La province Sud recrute 100 jeunes en service civique

Comment donner du sens à l’engagement des jeunes, valoriser leurs parcours et favoriser leur insertion professionnelle ? Pour y répondre, la province Sud, en partenariat avec l’Etat, vient de lancer une opération de recrutement des jeunes pour le service civique. Ce dispositif gagnant-gagnant, entre la jeunesse et la collectivité, est basé avant tout sur une démarche volontaire.


Les bénéficiaires de ce dispositif sont des jeunes de 16 à 25 ans, jusqu’à 30 ans pour les personnes en situation de handicap. Quel que soit le milieu social, le niveau d’étude et de formation. « La seule condition, c’est d’être volontaire et d’avoir envie de s’investir pour la collectivité, en réalisant une mission d’intérêt général », souligne Philippe Michel, président de la province Sud.
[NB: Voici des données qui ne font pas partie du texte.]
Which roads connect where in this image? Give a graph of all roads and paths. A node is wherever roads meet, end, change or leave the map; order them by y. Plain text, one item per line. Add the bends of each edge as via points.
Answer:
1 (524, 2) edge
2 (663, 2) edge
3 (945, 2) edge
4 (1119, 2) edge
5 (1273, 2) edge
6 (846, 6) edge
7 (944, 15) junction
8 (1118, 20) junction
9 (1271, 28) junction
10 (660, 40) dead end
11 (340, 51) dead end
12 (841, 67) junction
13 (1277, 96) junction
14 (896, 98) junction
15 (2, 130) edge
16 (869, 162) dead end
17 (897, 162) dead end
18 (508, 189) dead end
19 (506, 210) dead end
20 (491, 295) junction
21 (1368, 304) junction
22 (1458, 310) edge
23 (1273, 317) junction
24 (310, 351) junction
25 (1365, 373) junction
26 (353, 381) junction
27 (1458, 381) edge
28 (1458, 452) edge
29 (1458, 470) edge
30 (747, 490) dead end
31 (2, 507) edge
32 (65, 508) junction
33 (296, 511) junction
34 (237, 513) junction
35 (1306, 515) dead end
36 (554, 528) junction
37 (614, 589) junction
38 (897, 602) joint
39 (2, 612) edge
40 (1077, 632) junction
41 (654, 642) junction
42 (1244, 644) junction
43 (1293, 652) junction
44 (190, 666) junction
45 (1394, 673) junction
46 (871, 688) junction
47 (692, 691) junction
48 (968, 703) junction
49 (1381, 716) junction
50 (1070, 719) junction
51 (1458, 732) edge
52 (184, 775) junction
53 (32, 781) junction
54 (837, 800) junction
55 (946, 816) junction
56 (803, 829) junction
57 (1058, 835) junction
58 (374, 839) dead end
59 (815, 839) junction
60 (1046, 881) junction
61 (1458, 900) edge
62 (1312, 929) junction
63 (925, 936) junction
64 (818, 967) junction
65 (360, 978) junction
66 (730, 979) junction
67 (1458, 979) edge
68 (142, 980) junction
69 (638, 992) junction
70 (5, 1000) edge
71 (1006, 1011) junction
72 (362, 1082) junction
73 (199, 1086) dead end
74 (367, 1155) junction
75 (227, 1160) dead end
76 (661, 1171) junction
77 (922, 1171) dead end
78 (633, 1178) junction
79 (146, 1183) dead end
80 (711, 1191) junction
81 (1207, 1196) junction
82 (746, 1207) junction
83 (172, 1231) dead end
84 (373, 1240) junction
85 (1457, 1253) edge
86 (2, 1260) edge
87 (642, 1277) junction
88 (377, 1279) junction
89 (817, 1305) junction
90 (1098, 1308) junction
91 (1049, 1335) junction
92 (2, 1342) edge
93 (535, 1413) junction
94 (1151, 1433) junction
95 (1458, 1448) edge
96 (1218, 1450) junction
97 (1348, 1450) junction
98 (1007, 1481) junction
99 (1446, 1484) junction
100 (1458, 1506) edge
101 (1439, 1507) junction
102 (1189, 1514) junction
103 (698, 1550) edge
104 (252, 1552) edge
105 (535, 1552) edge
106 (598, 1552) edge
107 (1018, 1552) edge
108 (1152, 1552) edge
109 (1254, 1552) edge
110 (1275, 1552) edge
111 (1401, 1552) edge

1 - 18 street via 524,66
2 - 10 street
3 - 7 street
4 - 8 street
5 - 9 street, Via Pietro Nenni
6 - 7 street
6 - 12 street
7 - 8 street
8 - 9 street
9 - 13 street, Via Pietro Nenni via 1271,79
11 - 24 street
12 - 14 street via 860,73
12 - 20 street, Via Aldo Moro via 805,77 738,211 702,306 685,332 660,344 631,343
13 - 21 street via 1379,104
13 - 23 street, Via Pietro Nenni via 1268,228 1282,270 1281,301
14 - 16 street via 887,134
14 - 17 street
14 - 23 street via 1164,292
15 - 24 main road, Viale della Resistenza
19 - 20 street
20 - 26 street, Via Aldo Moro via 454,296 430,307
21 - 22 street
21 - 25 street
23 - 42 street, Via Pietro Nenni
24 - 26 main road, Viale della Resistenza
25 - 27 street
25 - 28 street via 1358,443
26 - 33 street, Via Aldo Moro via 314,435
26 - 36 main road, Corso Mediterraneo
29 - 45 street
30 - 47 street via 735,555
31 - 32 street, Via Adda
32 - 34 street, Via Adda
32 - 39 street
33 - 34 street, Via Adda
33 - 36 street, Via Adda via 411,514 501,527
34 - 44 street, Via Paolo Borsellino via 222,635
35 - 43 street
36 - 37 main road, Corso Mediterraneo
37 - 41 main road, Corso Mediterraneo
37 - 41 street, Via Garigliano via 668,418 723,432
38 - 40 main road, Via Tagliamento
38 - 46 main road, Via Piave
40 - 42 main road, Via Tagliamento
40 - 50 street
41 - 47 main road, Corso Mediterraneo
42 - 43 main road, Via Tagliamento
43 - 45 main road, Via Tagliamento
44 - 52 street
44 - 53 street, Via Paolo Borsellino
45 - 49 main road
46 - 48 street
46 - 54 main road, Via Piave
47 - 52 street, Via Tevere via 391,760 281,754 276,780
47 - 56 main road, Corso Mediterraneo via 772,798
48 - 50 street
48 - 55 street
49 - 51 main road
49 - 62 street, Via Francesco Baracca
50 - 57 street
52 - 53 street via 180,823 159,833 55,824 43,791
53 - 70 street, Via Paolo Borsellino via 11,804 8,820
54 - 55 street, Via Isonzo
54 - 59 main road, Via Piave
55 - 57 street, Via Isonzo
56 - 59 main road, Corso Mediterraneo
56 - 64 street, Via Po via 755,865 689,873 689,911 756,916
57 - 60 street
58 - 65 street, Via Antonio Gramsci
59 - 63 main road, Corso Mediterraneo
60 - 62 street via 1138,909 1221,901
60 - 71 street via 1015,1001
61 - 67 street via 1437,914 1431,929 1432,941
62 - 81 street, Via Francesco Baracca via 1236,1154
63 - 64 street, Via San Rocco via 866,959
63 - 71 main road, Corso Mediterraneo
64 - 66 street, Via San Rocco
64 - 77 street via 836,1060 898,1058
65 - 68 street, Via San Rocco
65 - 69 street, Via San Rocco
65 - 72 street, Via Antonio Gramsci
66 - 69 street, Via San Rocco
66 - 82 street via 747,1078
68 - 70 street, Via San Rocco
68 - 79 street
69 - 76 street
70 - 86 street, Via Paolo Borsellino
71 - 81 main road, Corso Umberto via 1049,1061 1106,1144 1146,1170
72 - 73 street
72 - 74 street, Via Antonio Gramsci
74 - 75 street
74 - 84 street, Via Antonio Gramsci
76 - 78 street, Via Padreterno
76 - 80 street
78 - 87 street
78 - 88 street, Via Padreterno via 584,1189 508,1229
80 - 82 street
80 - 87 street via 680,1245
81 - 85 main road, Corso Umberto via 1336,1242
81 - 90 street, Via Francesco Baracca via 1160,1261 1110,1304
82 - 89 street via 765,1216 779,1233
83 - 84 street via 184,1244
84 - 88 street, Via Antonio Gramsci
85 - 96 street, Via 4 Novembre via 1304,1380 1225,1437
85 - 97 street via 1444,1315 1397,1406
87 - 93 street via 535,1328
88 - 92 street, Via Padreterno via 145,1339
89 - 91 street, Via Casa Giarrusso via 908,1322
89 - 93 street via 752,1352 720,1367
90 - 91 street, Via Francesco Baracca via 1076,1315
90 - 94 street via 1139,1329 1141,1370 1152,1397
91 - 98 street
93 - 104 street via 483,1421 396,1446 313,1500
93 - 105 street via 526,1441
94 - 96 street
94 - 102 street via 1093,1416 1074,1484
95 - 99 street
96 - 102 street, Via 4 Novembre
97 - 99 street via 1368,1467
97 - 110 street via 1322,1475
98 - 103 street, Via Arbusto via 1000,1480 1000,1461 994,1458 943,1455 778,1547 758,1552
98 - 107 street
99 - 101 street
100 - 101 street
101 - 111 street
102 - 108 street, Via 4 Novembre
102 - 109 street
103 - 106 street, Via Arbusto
D’une durée de 6 à 12 mois, « le contrat de service civique n’est en aucun cas un contrat de travail », tient à préciser le président. L’objectif est de donner du sens à l’engagement des jeunes, à travers une centaine de missions dans 5 domaines d’intervention : santé, culture, sport, éducation et environnement.

Le partenariat avec l’Etat a permis à la collectivité d’obtenir cette année l’agrément Service civique pour 3 années. Avec cette opération de recrutement, la province Sud devient la collectivité à proposer le plus grand nombre de contrats de service civique en Nouvelle-Calédonie.

Des valeurs, avant tout

Le choix de la province Sud de mettre en place ce dispositif émane de sa politique jeunesse, rappelle Philippe Michel : « C’est un complément d’actions que nous mettons en œuvre à l’égard de la jeunesse pour favoriser son engagement et son insertion professionnelle. Le service civique est aussi un outil de cohésion sociale. » Un moyen de permettre aux jeunes de trouver une place dans la société, de créer de la mixité sociale mais aussi de valoriser la jeunesse en lui donnant une place de choix.

Un contrat et une formation

Un volontaire n’est ni un stagiaire, ni un salarié, ni un bénévole. Sa mission est d’accompagner le public, d’être un médiateur ou encore un ambassadeur. Au titre de l’engagement, il perçoit une indemnité payée par l’Etat, ainsi qu’un complément de la part de la province Sud pour le transport et la nourriture.

Il a également droit à une protection sociale et à 2 jours de congés par mois (3 jours pour les mineurs). Chaque volontaire est suivi par un tuteur qui l’accompagne dans son projet d’avenir et l’aide à réaliser son objectif.

« C’est une opportunité pour les jeunes de participer à un projet collectif, de vivre de nouvelles expériences, d’acquérir de nouvelles compétences qui vont enrichir leur parcours professionnel », conclut Philippe Michel.